Problem details »
Each line of the listing below that includes "sizing" must be copied.

Recorded information »
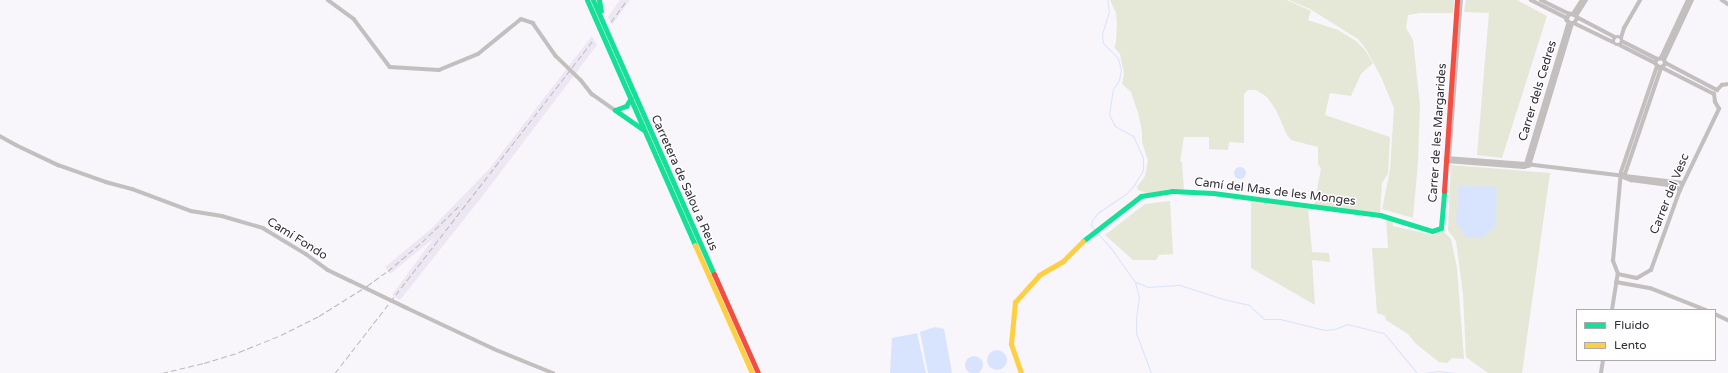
<!DOCTYPE html>
<html>
<head>
<meta charset="utf-8">
<style>
	body { margin:0 }
	#map { position:relative; width:1728px; height:373px; overflow:hidden; background:#f8f5fb; font-family:"Varela Round",sans-serif }
	div>[style] { position:absolute }
	[style*='--x'] { left:calc(var(--x)*1px); top:calc(var(--y)*1px); width:calc(var(--w)*1px); rotate:calc(var(--a)*1deg) }
	.built>* { inset:0; background:#ede7f4 }
	.green>* { inset:0; background:#e5e8d6 }
	.water>* { inset:0; background:#d8e4fd }
	.round { border-radius:50% }
	.stream>* { height:1px; margin:-0.5px; padding:0 0.5px; transform-origin:0.5px; border-radius:0.5px; background:#d8e4fd }
	.street>* { height:3.5px; margin:-1.75px; padding:0 1.75px; transform-origin:1.75px; border-radius:1.75px; background:#c2bfbe }
	.street>.ring { margin:-1.75px; padding:0; box-sizing:content-box; background:none; border:3.5px solid #c2bfbe; border-radius:50% }
	.fast>* { height:5px; margin:-2.5px; padding:0 2.5px; transform-origin:2.5px; border-radius:2.5px; background:#16e098 }
	.slow>* { height:5px; margin:-2.5px; padding:0 2.5px; transform-origin:2.5px; border-radius:2.5px; background:#ffcf43 }
	.jam>* { height:5px; margin:-2.5px; padding:0 2.5px; transform-origin:2.5px; border-radius:2.5px; background:#f24e42 }
	.rail>* { height:1px; margin-top:-0.5px; transform-origin:0; background:repeating-linear-gradient(90deg,#bcb9ba 0 6px,transparent 0 9px) }
	.street-bridge>* { height:3.5px; margin:-1.75px; padding:0 1.75px; transform-origin:1.75px; border-radius:1.75px; background:#c2bfbe }
	span { translate:-50% -50%; white-space:nowrap; text-align:center; line-height:1.15; -webkit-text-stroke:3px #fff; paint-order:stroke }
	.street-label { font-size:12px; color:#312c36 }
	.legend { position:absolute; left:1576px; top:309px; width:140px; height:52px; box-sizing:border-box; background:#fff; border:1px solid #adabaf; margin:0; padding:5px 7px; list-style:none; font-size:12px; color:#312c36 }
	.legend li { display:flex; align-items:center; gap:8px; height:20px }
	.legend b { width:20px; border:1px solid #adabaf }
</style>
</head>
<body>
<div id="map">
	<div class="built">
		<div style="clip-path:polygon(620px 0,630px 0,612px 25px,608px 17px)"></div>
		<div style="clip-path:polygon(592px 36px,597px 45px,481px 198px,400px 300px,392px 295px,434px 238px,390px 274px,385px 267px,431px 229px,490px 168px)"></div>
	</div>
	<div class="green">
		<div style="clip-path:polygon(1110px 0,1287px 0,1311px 11px,1308px 20px,1338px 30px,1356px 41px,1365px 50px,1373px 63px,1361px 74px,1351px 96px,1330px 93px,1325px 115px,1390px 137px,1388px 174px,1382px 183px,1380px 214px,1314px 205px,1321px 169px,1318px 164px,1318px 147px,1291px 140px,1287px 135px,1276px 110px,1267px 97px,1256px 90px,1248px 90px,1244px 94px,1244px 143px,1229px 142px,1228px 150px,1209px 149px,1209px 137px,1184px 137px,1180px 161px,1182px 162px,1184px 191px,1147px 193px,1138px 190px,1137px 187px,1145px 176px,1148px 161px,1142px 142px,1142px 132px,1139px 116px,1131px 92px,1122px 84px,1124px 74px,1120px 54px,1114px 47px,1116px 43px,1117px 24px,1116px 13px)"></div>
		<div style="clip-path:polygon(1289px 0,1454px 0,1453px 13px,1420px 13px,1408px 15px,1406px 28px,1413px 40px,1420px 105px,1418px 162px,1413px 218px,1382px 209px,1390px 170px,1394px 108px,1381px 77px,1366px 49px,1358px 39px,1310px 9px)"></div>
		<div style="clip-path:polygon(1466px 0,1517px 0,1547px 16px,1502px 158px,1477px 155px,1489px 13px,1464px 12px)"></div>
		<div style="clip-path:polygon(1451px 165px,1550px 173px,1522px 373px,1488px 373px,1466px 357px,1463px 294px,1456px 241px,1448px 230px)"></div>
		<div style="clip-path:polygon(1251px 199px,1308px 207px,1312px 252px,1329px 253px,1330px 262px,1312px 260px,1315px 305px,1251px 268px)"></div>
		<div style="clip-path:polygon(1170px 201px,1173px 254px,1159px 255px,1156px 260px,1133px 260px,1105px 235px,1145px 204px)"></div>
		<div style="clip-path:polygon(1386px 217px,1393px 220px,1393px 226px,1433px 235px,1437px 234px,1442px 230px,1451px 239px,1457px 268px,1464px 359px,1452px 358px,1447px 363px,1439px 362px,1416px 344px,1408px 334px,1386px 320px,1385px 316px,1377px 313px,1372px 248px,1388px 248px)"></div>
	</div>
	<div class="water">
		<div class="round" style="left:1234px;top:167px;width:12px;height:12px"></div>
		<div style="clip-path:polygon(1461px 185px,1497px 187px,1496px 226px,1483px 237px,1466px 238px,1456px 223px,1458px 187px)"></div>
		<div style="clip-path:polygon(935px 327px,944px 329px,952px 373px,928px 373px,920px 332px)"></div>
		<div style="clip-path:polygon(917px 333px,926px 373px,890px 373px,892px 338px)"></div>
		<div class="round" style="left:987px;top:350px;width:20px;height:20px"></div>
		<div class="round" style="left:965px;top:356px;width:18px;height:18px"></div>
	</div>
	<div class="stream">
		<div style="--x:1094;--y:229;--w:5;--a:-127"></div>
		<div style="--x:1091;--y:225;--w:5;--a:-79"></div>
		<div style="--x:1092;--y:220;--w:11;--a:-49"></div>
		<div style="--x:1099;--y:212;--w:32;--a:-34"></div>
		<div style="--x:1126;--y:194;--w:12;--a:-48"></div>
		<div style="--x:1134;--y:185;--w:17;--a:-59"></div>
		<div style="--x:1143;--y:170;--w:12;--a:-90"></div>
		<div style="--x:1143;--y:158;--w:24;--a:-114"></div>
		<div style="--x:1133;--y:136;--w:21;--a:-151"></div>
		<div style="--x:1115;--y:126;--w:13;--a:-117"></div>
		<div style="--x:1109;--y:114;--w:25;--a:-81"></div>
		<div style="--x:1113;--y:89;--w:11;--a:-56"></div>
		<div style="--x:1119;--y:80;--w:10;--a:-79"></div>
		<div style="--x:1121;--y:70;--w:12;--a:-104"></div>
		<div style="--x:1118;--y:58;--w:21;--a:-135"></div>
		<div style="--x:1103;--y:43;--w:9;--a:-96"></div>
		<div style="--x:1102;--y:34;--w:24;--a:-73"></div>
		<div style="--x:1109;--y:11;--w:11;--a:-100"></div>
		<div style="--x:1097;--y:233;--w:19;--a:47"></div>
		<div style="--x:1110;--y:247;--w:43;--a:54.5"></div>
		<div style="--x:1135;--y:282;--w:16;--a:75"></div>
		<div style="--x:1139;--y:297;--w:22;--a:98"></div>
		<div style="--x:1136;--y:319;--w:14;--a:90"></div>
		<div style="--x:1136;--y:333;--w:43;--a:69.4"></div>
		<div style="--x:1136;--y:282;--w:13;--a:23"></div>
		<div style="--x:1148;--y:287;--w:32;--a:-4"></div>
		<div style="--x:1180;--y:285;--w:45;--a:18"></div>
		<div style="--x:1223;--y:299;--w:27;--a:13"></div>
		<div style="--x:1249;--y:305;--w:21;--a:43"></div>
		<div style="--x:1264;--y:319;--w:16;--a:0"></div>
		<div style="--x:1280;--y:319;--w:46;--a:13.7"></div>
		<div style="--x:1325;--y:330;--w:10;--a:-6"></div>
		<div style="--x:1335;--y:329;--w:13;--a:-23"></div>
		<div style="--x:1347;--y:324;--w:38;--a:14"></div>
		<div style="--x:1384;--y:333;--w:52;--a:50.5"></div>
		<div style="--x:1423;--y:373;--w:15;--a:-8"></div>
		<div style="--x:1438;--y:371;--w:18;--a:6"></div>
	</div>
	<div class="street">
		<div style="--x:328;--y:0;--w:32;--a:36"></div>
		<div style="--x:354;--y:19;--w:60;--a:53.1"></div>
		<div style="--x:390;--y:67;--w:49;--a:3.5"></div>
		<div style="--x:439;--y:70;--w:42;--a:-22.3"></div>
		<div style="--x:478;--y:54;--w:55;--a:-39.1"></div>
		<div style="--x:521;--y:19;--w:13;--a:18"></div>
		<div style="--x:533;--y:23;--w:40;--a:55.1"></div>
		<div style="--x:1531;--y:0;--w:40;--a:26.6"></div>
		<div style="--x:1541;--y:0;--w:32;--a:26"></div>
		<div style="--x:1722;--y:0;--w:7;--a:34"></div>
		<div style="--x:1573;--y:14;--w:17;--a:-57"></div>
		<div style="--x:1576;--y:16;--w:19;--a:-58"></div>
		<div style="--x:1577;--y:17;--w:43;--a:27.8"></div>
		<div style="--x:1574;--y:23;--w:5;--a:-53"></div>
		<div style="--x:1577;--y:19;--w:3;--a:-108"></div>
		<div style="--x:1576;--y:16;--w:6;--a:-162"></div>
		<div style="--x:1570;--y:14;--w:7;--a:117"></div>
		<div style="--x:1567;--y:20;--w:4;--a:45"></div>
		<div style="--x:1570;--y:23;--w:4;--a:0"></div>
		<div style="--x:1574;--y:23;--w:43;--a:26"></div>
		<div class="ring" style="left:1613.5px;top:36.5px;width:5.5px;height:5.5px"></div>
		<div style="--x:1621;--y:38;--w:10;--a:-73"></div>
		<div style="--x:1624;--y:28;--w:32;--a:-60"></div>
		<div style="--x:1622;--y:41;--w:39;--a:27"></div>
		<div style="--x:1620;--y:45;--w:39;--a:27"></div>
		<div style="--x:1661;--y:58;--w:64;--a:-65"></div>
		<div style="--x:1664;--y:60;--w:66;--a:-65"></div>
		<div style="--x:1666;--y:63;--w:4;--a:124"></div>
		<div style="--x:1664;--y:66;--w:4;--a:146"></div>
		<div style="--x:1661;--y:68;--w:4;--a:-153"></div>
		<div style="--x:1657;--y:66;--w:4;--a:-124"></div>
		<div style="--x:1655;--y:63;--w:4;--a:-63"></div>
		<div style="--x:1657;--y:59;--w:6;--a:-9"></div>
		<div style="--x:1663;--y:58;--w:6;--a:59"></div>
		<div style="--x:1666;--y:63;--w:58;--a:27.9"></div>
		<div style="--x:1663;--y:68;--w:57;--a:27"></div>
		<div style="--x:581;--y:80;--w:18;--a:52"></div>
		<div style="--x:592;--y:94;--w:28;--a:35"></div>
		<div style="--x:1717;--y:90;--w:7;--a:-45"></div>
		<div style="--x:1722;--y:85;--w:6;--a:-9"></div>
		<div style="--x:0;--y:136;--w:18;--a:29"></div>
		<div style="--x:16;--y:145;--w:47;--a:25.5"></div>
		<div style="--x:58;--y:165;--w:51;--a:19.5"></div>
		<div style="--x:106;--y:182;--w:27;--a:15"></div>
		<div style="--x:132;--y:189;--w:63;--a:20.4"></div>
		<div style="--x:191;--y:211;--w:31;--a:9"></div>
		<div style="--x:222;--y:216;--w:43;--a:16.3"></div>
		<div style="--x:263;--y:228;--w:50;--a:31.2"></div>
		<div style="--x:306;--y:254;--w:27;--a:36"></div>
		<div style="--x:328;--y:270;--w:25;--a:26"></div>
		<div style="--x:1446;--y:158;--w:80;--a:4.3"></div>
		<div style="--x:1526;--y:164;--w:158;--a:6.9"></div>
		<div style="--x:1449;--y:158;--w:158;--a:-85.7"></div>
		<div style="--x:1446;--y:161;--w:78;--a:4.4"></div>
		<div style="--x:1524;--y:167;--w:4;--a:-14"></div>
		<div style="--x:1526;--y:164;--w:148;--a:-73.2"></div>
		<div style="--x:1529;--y:166;--w:148;--a:-73.2"></div>
		<div style="--x:1622;--y:177;--w:4;--a:-45"></div>
		<div style="--x:1625;--y:174;--w:112;--a:-71.2"></div>
		<div style="--x:1623;--y:177;--w:9;--a:21"></div>
		<div style="--x:1631;--y:180;--w:45;--a:7.6"></div>
		<div style="--x:1676;--y:186;--w:6;--a:45"></div>
		<div style="--x:1618;--y:274;--w:19;--a:12"></div>
		<div style="--x:1637;--y:278;--w:16;--a:-30"></div>
		<div style="--x:1651;--y:270;--w:85;--a:-70.1"></div>
		<div style="--x:1680;--y:190;--w:90;--a:-64.3"></div>
		<div style="--x:1719;--y:109;--w:8;--a:-120"></div>
		<div style="--x:1715;--y:102;--w:8;--a:-97"></div>
		<div style="--x:1618;--y:274;--w:14;--a:-111"></div>
		<div style="--x:1613;--y:261;--w:89;--a:-84.9"></div>
		<div style="--x:1621;--y:172;--w:112;--a:-71.2"></div>
		<div style="--x:1616;--y:282;--w:35;--a:10"></div>
		<div style="--x:1650;--y:288;--w:60;--a:21.4"></div>
		<div style="--x:407;--y:308;--w:96;--a:25.2"></div>
		<div style="--x:494;--y:349;--w:64;--a:22.1"></div>
		<div style="--x:1612;--y:310;--w:36;--a:-81"></div>
		<div style="--x:1715;--y:314;--w:14;--a:25"></div>
		<div style="--x:1601;--y:373;--w:13;--a:-81"></div>
	</div>
	<div class="fast">
		<div style="--x:587;--y:0;--w:268;--a:66.2"></div>
		<div style="--x:593;--y:0;--w:300;--a:66.2"></div>
		<div style="--x:599;--y:0;--w:11;--a:80"></div>
		<div style="--x:615;--y:110;--w:35;--a:35"></div>
		<div style="--x:615;--y:110;--w:12;--a:-20"></div>
		<div style="--x:626;--y:106;--w:9;--a:-58"></div>
		<div style="--x:1083;--y:241;--w:73;--a:-37.8"></div>
		<div style="--x:1141;--y:196;--w:31;--a:-9"></div>
		<div style="--x:1172;--y:191;--w:41;--a:2.8"></div>
		<div style="--x:1213;--y:193;--w:168;--a:7.5"></div>
		<div style="--x:1380;--y:215;--w:54;--a:17.1"></div>
		<div style="--x:1432;--y:231;--w:9;--a:-18"></div>
		<div style="--x:1441;--y:228;--w:37;--a:-85"></div>
	</div>
	<div class="slow">
		<div style="--x:695;--y:245;--w:140;--a:66"></div>
		<div style="--x:1021;--y:373;--w:31;--a:-109"></div>
		<div style="--x:1011;--y:344;--w:42;--a:-84.6"></div>
		<div style="--x:1015;--y:302;--w:36;--a:-48"></div>
		<div style="--x:1039;--y:275;--w:28;--a:-30"></div>
		<div style="--x:1063;--y:261;--w:28;--a:-45"></div>
	</div>
	<div class="jam">
		<div style="--x:1444;--y:191;--w:191;--a:-86.1"></div>
		<div style="--x:714;--y:274;--w:108;--a:66"></div>
	</div>
	<div class="rail">
		<div style="--x:611;--y:22;--w:27;--a:-54"></div>
		<div style="--x:162;--y:373;--w:43;--a:-13.4"></div>
		<div style="--x:204;--y:363;--w:37;--a:-17"></div>
		<div style="--x:239;--y:352;--w:45;--a:-22"></div>
		<div style="--x:281;--y:335;--w:42;--a:-26.6"></div>
		<div style="--x:319;--y:316;--w:57;--a:-32"></div>
		<div style="--x:367;--y:286;--w:26;--a:-36"></div>
		<div style="--x:388;--y:271;--w:45;--a:-40.5"></div>
		<div style="--x:422;--y:242;--w:54;--a:-44.3"></div>
		<div style="--x:335;--y:373;--w:423;--a:-52.2"></div>
	</div>
	<div class="street-bridge">
		<div style="--x:556;--y:56;--w:35;--a:44"></div>
		<div style="--x:351;--y:281;--w:62;--a:25.7"></div>
	</div>
	<div class="street-label">
		<span style="left:1538px;top:91px;rotate:-73deg">Carrer dels Cedres</span>
		<span style="left:1438px;top:133px;rotate:-86deg">Carrer de les Margarides</span>
		<span style="left:684px;top:183px;rotate:66deg">Carretera de Salou a Reus</span>
		<span style="left:1275px;top:192px;rotate:7deg">Camí del Mas de les Monges</span>
		<span style="left:1670px;top:194px;rotate:-68deg">Carrer del Vesc</span>
		<span style="left:297px;top:239px;rotate:32deg">Camí Fondo</span>
	</div>
	<ul class="legend">
	<li><b style="height:5px;background:#16e098"></b>Fluido</li>
	<li><b style="height:5px;background:#ffcf43"></b>Lento</li>
	</ul>
</div>
</body>
</html>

Solution to this task »
	.street>.ring { margin:-1.75px; padding:0; box-sizing:content-box; background:none; border:3.5px solid #c2bfbe; border-radius:50% }
	.legend { position:absolute; left:1576px; top:309px; width:140px; height:52px; box-sizing:border-box; background:#fff; border:1px solid #adabaf; margin:0; padding:5px 7px; list-style:none; font-size:12px; color:#312c36 }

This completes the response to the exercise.